[Excerpts from a dataset]

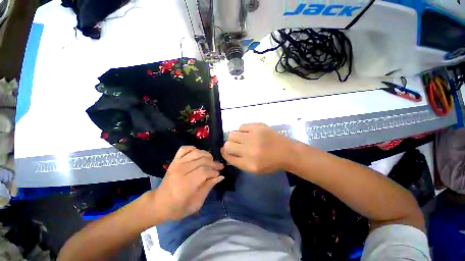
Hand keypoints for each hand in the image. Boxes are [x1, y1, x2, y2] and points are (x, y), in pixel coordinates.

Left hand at [154, 146, 223, 221]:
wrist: (159, 203)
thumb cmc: (179, 207)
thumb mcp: (196, 203)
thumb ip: (208, 187)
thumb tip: (221, 176)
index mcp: (185, 184)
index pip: (204, 171)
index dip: (214, 171)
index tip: (218, 174)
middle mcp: (181, 171)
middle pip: (202, 161)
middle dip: (213, 163)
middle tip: (219, 167)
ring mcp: (176, 164)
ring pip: (196, 152)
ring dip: (206, 155)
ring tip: (211, 160)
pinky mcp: (174, 160)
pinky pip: (185, 149)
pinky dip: (193, 149)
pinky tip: (198, 154)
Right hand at [221, 123, 292, 173]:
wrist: (287, 151)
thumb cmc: (270, 163)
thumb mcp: (254, 169)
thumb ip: (238, 161)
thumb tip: (226, 151)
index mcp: (249, 164)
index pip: (228, 156)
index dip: (225, 153)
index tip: (226, 151)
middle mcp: (250, 150)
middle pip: (228, 144)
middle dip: (229, 145)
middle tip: (236, 145)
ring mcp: (254, 136)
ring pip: (232, 134)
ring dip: (235, 137)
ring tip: (243, 138)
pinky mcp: (258, 126)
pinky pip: (241, 126)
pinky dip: (243, 130)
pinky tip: (249, 133)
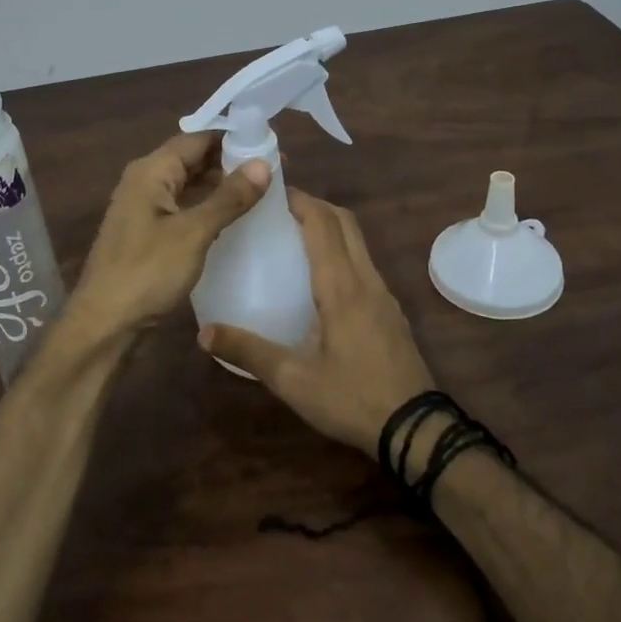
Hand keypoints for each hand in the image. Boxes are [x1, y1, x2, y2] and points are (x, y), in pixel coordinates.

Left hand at [65, 131, 269, 341]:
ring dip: (221, 187)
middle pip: (193, 160)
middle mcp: (145, 181)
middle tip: (275, 173)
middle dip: (231, 162)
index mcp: (151, 171)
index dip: (234, 139)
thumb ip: (229, 197)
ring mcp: (145, 208)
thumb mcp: (193, 233)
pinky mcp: (149, 233)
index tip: (272, 147)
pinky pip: (184, 208)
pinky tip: (235, 220)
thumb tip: (264, 163)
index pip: (198, 138)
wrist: (105, 324)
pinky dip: (208, 208)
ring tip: (263, 193)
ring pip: (189, 185)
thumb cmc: (147, 273)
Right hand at [200, 189, 435, 454]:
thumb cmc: (352, 399)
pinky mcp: (390, 310)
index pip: (323, 224)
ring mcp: (383, 294)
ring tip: (294, 236)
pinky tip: (320, 278)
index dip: (299, 200)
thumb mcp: (293, 380)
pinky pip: (364, 263)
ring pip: (358, 241)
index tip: (270, 191)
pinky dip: (341, 250)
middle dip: (314, 205)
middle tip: (278, 210)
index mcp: (341, 287)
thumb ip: (248, 352)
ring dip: (329, 226)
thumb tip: (203, 333)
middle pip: (345, 222)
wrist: (417, 430)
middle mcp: (365, 280)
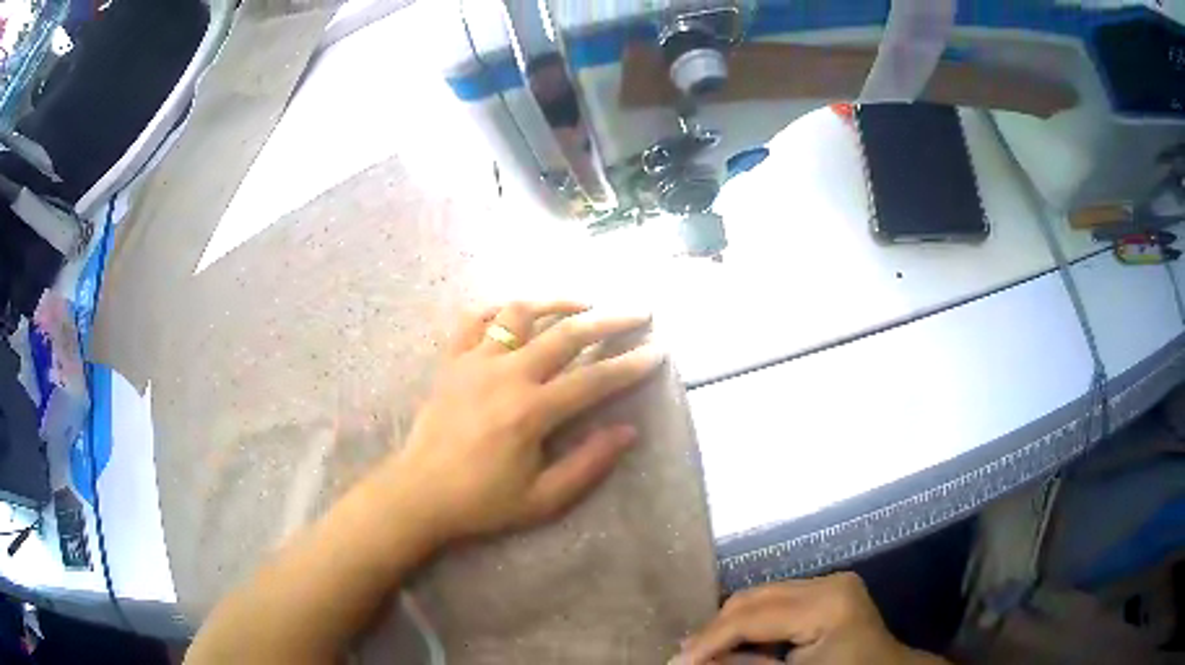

§ **To do**:
Reproduce every record above exactly, omitting the pictures.

§ **Output**:
Hand keypoints for each hand in the image. Boxes are [x1, y1, x2, y2] and points are (x, y), in pixel coordinates.

Left hand at [154, 146, 223, 221]:
wrist: (159, 203)
thumb cmc: (179, 207)
thumb mcp: (196, 203)
thumb ip: (208, 187)
thumb tip: (221, 176)
index mcp: (185, 184)
index pip: (204, 171)
index dip: (214, 171)
index tip: (218, 174)
middle mcp: (181, 171)
middle pip: (202, 161)
middle dip: (213, 163)
middle tip: (219, 167)
ring mcp: (176, 164)
ring pip: (196, 152)
ring dip: (206, 155)
ring tip: (211, 160)
pinky mcp: (174, 160)
pinky pip: (185, 149)
pinky dip: (193, 149)
pinky tip: (198, 154)
Right hand at [221, 123, 292, 173]:
wrist: (287, 151)
thumb cmc: (270, 163)
thumb mcp: (254, 169)
thumb ip: (238, 161)
thumb tip: (226, 151)
index mcp: (249, 164)
index pip: (228, 156)
index dip: (225, 153)
index tip: (226, 151)
middle mcp: (250, 150)
middle pip: (228, 144)
middle dip: (229, 145)
middle tip: (236, 145)
ring mcp: (254, 136)
ring pip: (232, 134)
ring dip: (235, 137)
ring tip: (243, 138)
pinky mcp: (258, 126)
pinky pip: (241, 126)
pinky dip: (243, 130)
pinky tip: (249, 133)
Hand keypoints for each hand in the image. Boxes are [x1, y1, x2, y2] and points are (x, y), in pixel coordinates.

Left hand at [65, 131, 269, 341]:
ring dip: (221, 187)
middle pip: (193, 160)
middle mcp: (145, 181)
middle tip: (275, 173)
middle dip: (231, 162)
index mcp: (151, 171)
index dip: (234, 139)
thumb ip: (229, 197)
ring mcp: (145, 208)
thumb mcp: (193, 233)
pinky mcp: (149, 233)
index tip: (272, 147)
pinky pip: (184, 208)
pinky tip: (235, 220)
thumb tip: (264, 163)
index pip: (198, 138)
wrist: (105, 324)
pinky dip: (208, 208)
ring tip: (263, 193)
ring pip: (189, 185)
thumb cmc: (147, 273)
Right hand at [200, 189, 435, 454]:
thumb cmc: (352, 399)
pinky mcp: (390, 310)
index pip: (323, 224)
ring mcp: (383, 294)
ring tip: (294, 236)
pinky tip: (320, 278)
index dip: (299, 200)
thumb mcp: (293, 380)
pinky pip: (364, 263)
ring pip: (358, 241)
index tip: (270, 191)
pinky dip: (341, 250)
middle dip: (314, 205)
middle tip: (278, 210)
index mcp: (341, 287)
thumb ip: (248, 352)
ring dip: (329, 226)
thumb tip: (203, 333)
middle pip: (345, 222)
wrist: (417, 430)
middle mcp: (365, 280)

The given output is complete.